Efficacy of continued cetuximab for unresectable metastatic colorectal cancer after disease progression during first-line cetuximab-based chemotherapy: a retrospective cohort study

// Qingyang Feng 1, * , Ye Wei 1, * , Li Ren 1, * , Peng Zheng 1, * , Yiyi Yu 2 , Qinghai Ye 3 , Jianyong Ding 4 , Jingwen Chen 1 , Wenju Chang 1 , Yunshi Zhong 1 , Dexiang Zhu 1 , Qi Lin 1 , Liangliang Yang 1 , Xinyu Qin 1 , Jianmin Xu 1 1 Department of General Surgery, Zhongshan Hospital, Fudan University, Shanghai, China 2 Department of Medical Oncology, Zhongshan Hospital, Fudan University, Shanghai, China 3 Department of Liver Surgery, Zhongshan Hospital, Fudan University, Shanghai, China 4 Department of Thoracic Surgery, Zhongshan Hospital, Fudan University, Shanghai, China * These authors contributed equally to this work Correspondence to: Jianmin Xu, e-mail: xujmin@aliyun.com Keywords: colorectal cancer, metastasis, cetuximab, cross-line treatment, early tumor shrinkage Received: September 11, 2015 Accepted: January 23, 2016 Published: February 04, 2016 ABSTRACT This study assessed second-line continued use of cetuximab for treatment of unresectable metastatic colorectal cancer (mCRC) after disease progression during first-line cetuximab-based therapy.
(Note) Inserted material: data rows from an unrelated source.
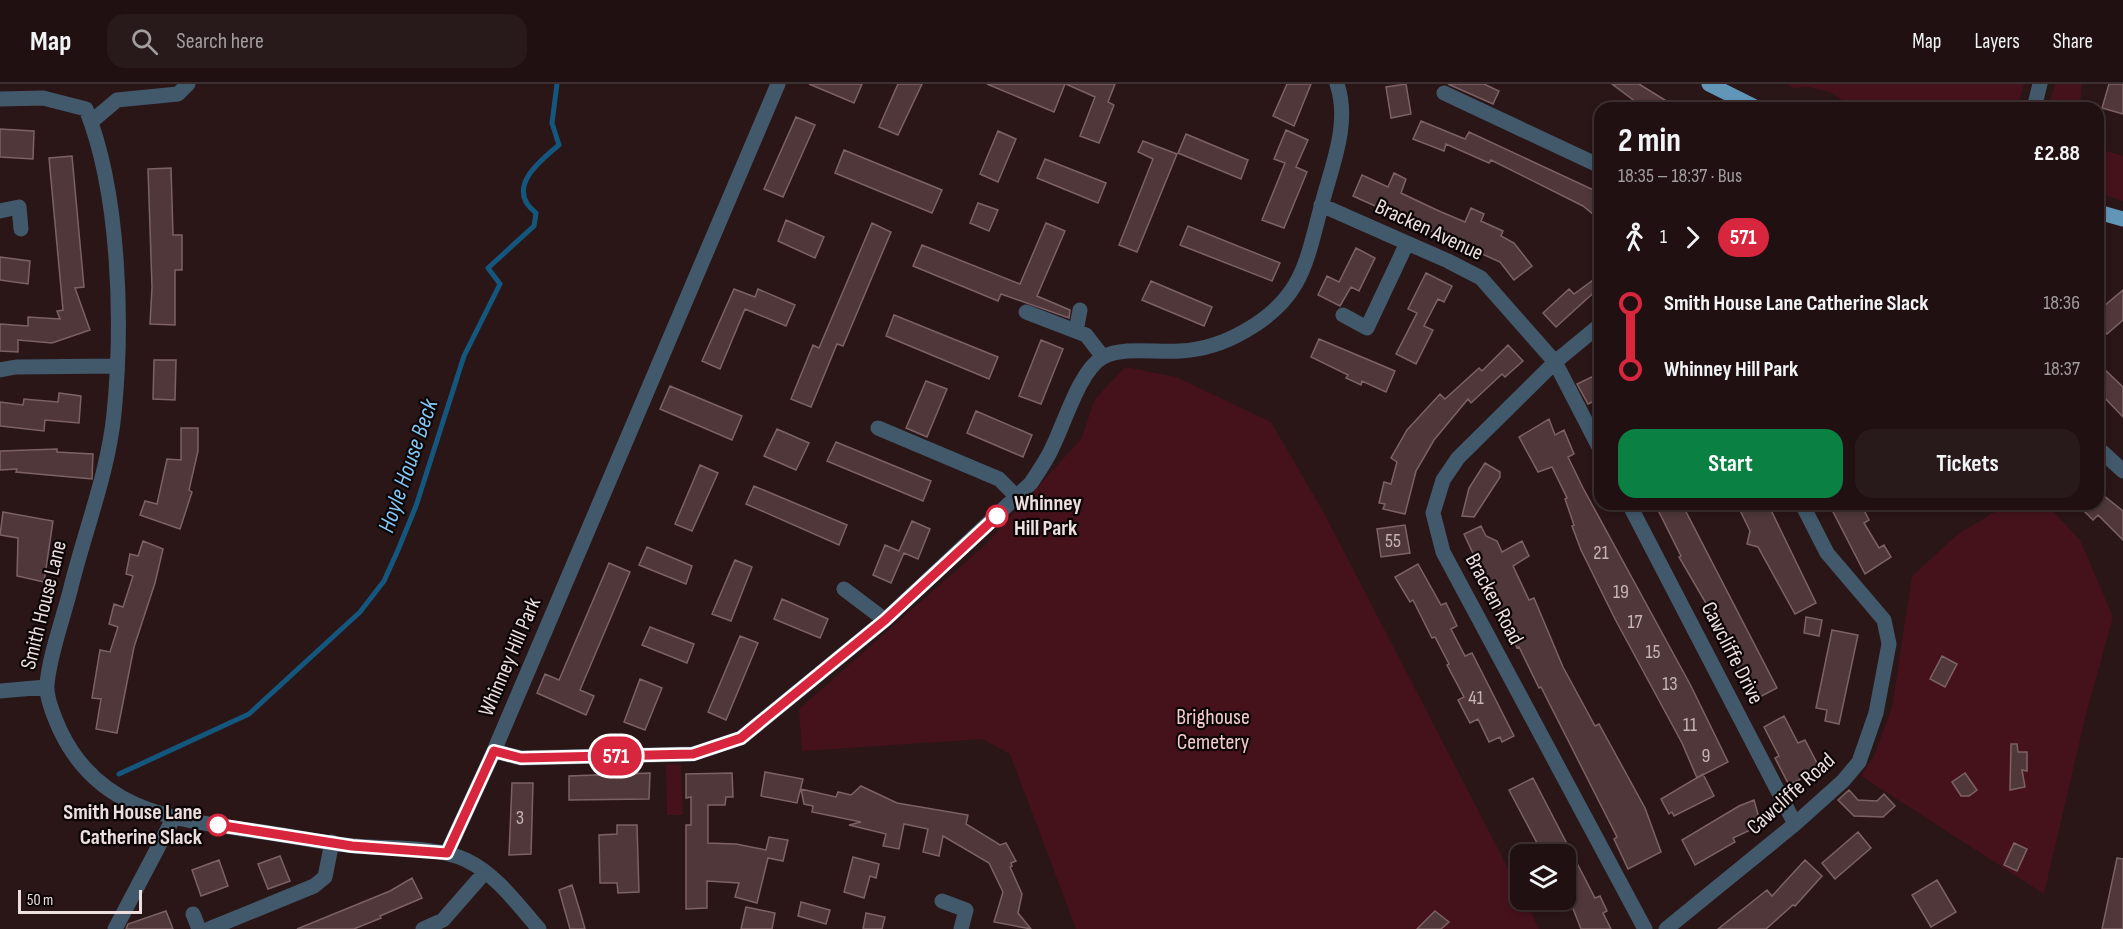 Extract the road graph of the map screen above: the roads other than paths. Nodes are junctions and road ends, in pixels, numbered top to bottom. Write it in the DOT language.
graph roads {
  1 [pos="188,84"];
  2 [pos="778,84"];
  3 [pos="1337,84"];
  4 [pos="1709,84"];
  5 [pos="2040,84"];
  6 [pos="1444,93"];
  7 [pos="0,99"];
  8 [pos="1745,102"];
  9 [pos="2036,102"];
  10 [pos="92,122"];
  11 [pos="1594,163"];
  12 [pos="1321,205"];
  13 [pos="0,211"];
  14 [pos="2104,214"];
  15 [pos="2123,219"];
  16 [pos="21,229"];
  17 [pos="1407,243"];
  18 [pos="1080,310"];
  19 [pos="1026,312"];
  20 [pos="1342,315"];
  21 [pos="1594,330"];
  22 [pos="1076,332"];
  23 [pos="1103,357"];
  24 [pos="1555,362"];
  25 [pos="116,366"];
  26 [pos="0,370"];
  27 [pos="878,428"];
  28 [pos="1594,438"];
  29 [pos="2104,454"];
  30 [pos="2123,471"];
  31 [pos="1017,496"];
  32 [pos="1632,510"];
  33 [pos="1805,510"];
  34 [pos="844,589"];
  35 [pos="885,620"];
  36 [pos="46,687"];
  37 [pos="0,691"];
  38 [pos="494,751"];
  39 [pos="173,819"];
  40 [pos="1795,824"];
  41 [pos="332,842"];
  42 [pos="447,853"];
  43 [pos="484,872"];
  44 [pos="942,901"];
  45 [pos="193,914"];
  46 [pos="115,929"];
  47 [pos="199,929"];
  48 [pos="209,929"];
  49 [pos="423,929"];
  50 [pos="539,929"];
  51 [pos="961,929"];
  52 [pos="1645,929"];
  53 [pos="1666,929"];
  1 -- 10 [label="street"];
  2 -- 38 [label="street, Whinney Hill Park"];
  3 -- 12 [label="street"];
  4 -- 8 [label="main road"];
  5 -- 9 [label="street"];
  6 -- 11 [label="street"];
  7 -- 10 [label="street"];
  10 -- 25 [label="street, Smith House Lane"];
  12 -- 17 [label="street, Bracken Avenue"];
  12 -- 23 [label="street"];
  13 -- 16 [label="street"];
  14 -- 15 [label="main road"];
  17 -- 20 [label="street"];
  17 -- 24 [label="street, Bracken Avenue"];
  18 -- 22 [label="street"];
  19 -- 22 [label="street"];
  21 -- 24 [label="street, Bracken Road"];
  22 -- 23 [label="street"];
  23 -- 31 [label="street, Whinney Hill Park"];
  24 -- 28 [label="street"];
  24 -- 52 [label="street, Bracken Road"];
  25 -- 26 [label="street"];
  25 -- 36 [label="street, Smith House Lane"];
  27 -- 31 [label="street"];
  29 -- 30 [label="street"];
  31 -- 35 [label="street, Whinney Hill Park"];
  32 -- 40 [label="street, Cawcliffe Drive"];
  33 -- 40 [label="street, Cawcliffe Road"];
  34 -- 35 [label="street"];
  35 -- 38 [label="street, Whinney Hill Park"];
  36 -- 37 [label="street"];
  36 -- 39 [label="street, Smith House Lane"];
  38 -- 42 [label="street, Whinney Hill Park"];
  39 -- 41 [label="street, Smith House Lane"];
  39 -- 46 [label="street"];
  40 -- 53 [label="street, Cawcliffe Road"];
  41 -- 42 [label="street, Smith House Lane"];
  41 -- 48 [label="street"];
  42 -- 43 [label="street, Smith House Lane"];
  43 -- 49 [label="street"];
  43 -- 50 [label="street, Smith House Lane"];
  44 -- 51 [label="street"];
  45 -- 47 [label="street"];
}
Consecutive patients with wild-type KRAS exon 2 and unresectable mCRC were retrospectively enrolled after disease progression during first-line cetuximab-based chemotherapy. Second-line continued cetuximab plus changed chemotherapy (cetuximab continuation group, n = 102) was compared with changed chemotherapy only (chemotherapy only group, n = 96) with respect to treatment efficacy and safety endpoints. NRAS and other KRAS genotypes were also detected as a post hoc analysis. The cetuximab continuation group showed better progression-free survival (median, 6.3 vs. 4.5 months, P = 0.004), overall survival (median, 17.3 vs. 14.0 months, P < 0.001) and disease control rate (70.6% vs. 53.1%, P = 0.011), and a potentially better overall response rate (18.6% vs. 9.4%, P = 0.062) than the chemotherapy only group. These benefits were seen mainly in patients with all RAS wild-type and exhibiting first-line early tumor shrinkage (ETS). For patients with other RAS mutations or who did not achieve first-line ETS, there was no difference between the two groups. These findings suggest that for patients with all RAS wild-type and unresectable mCRC who had disease progression during first-line cetuximab-based treatment, second-line continued cetuximab is effective. Moreover, ETS during first-line cetuximab-based treatment may be predictive of the efficacy of second-line continued cetuximab.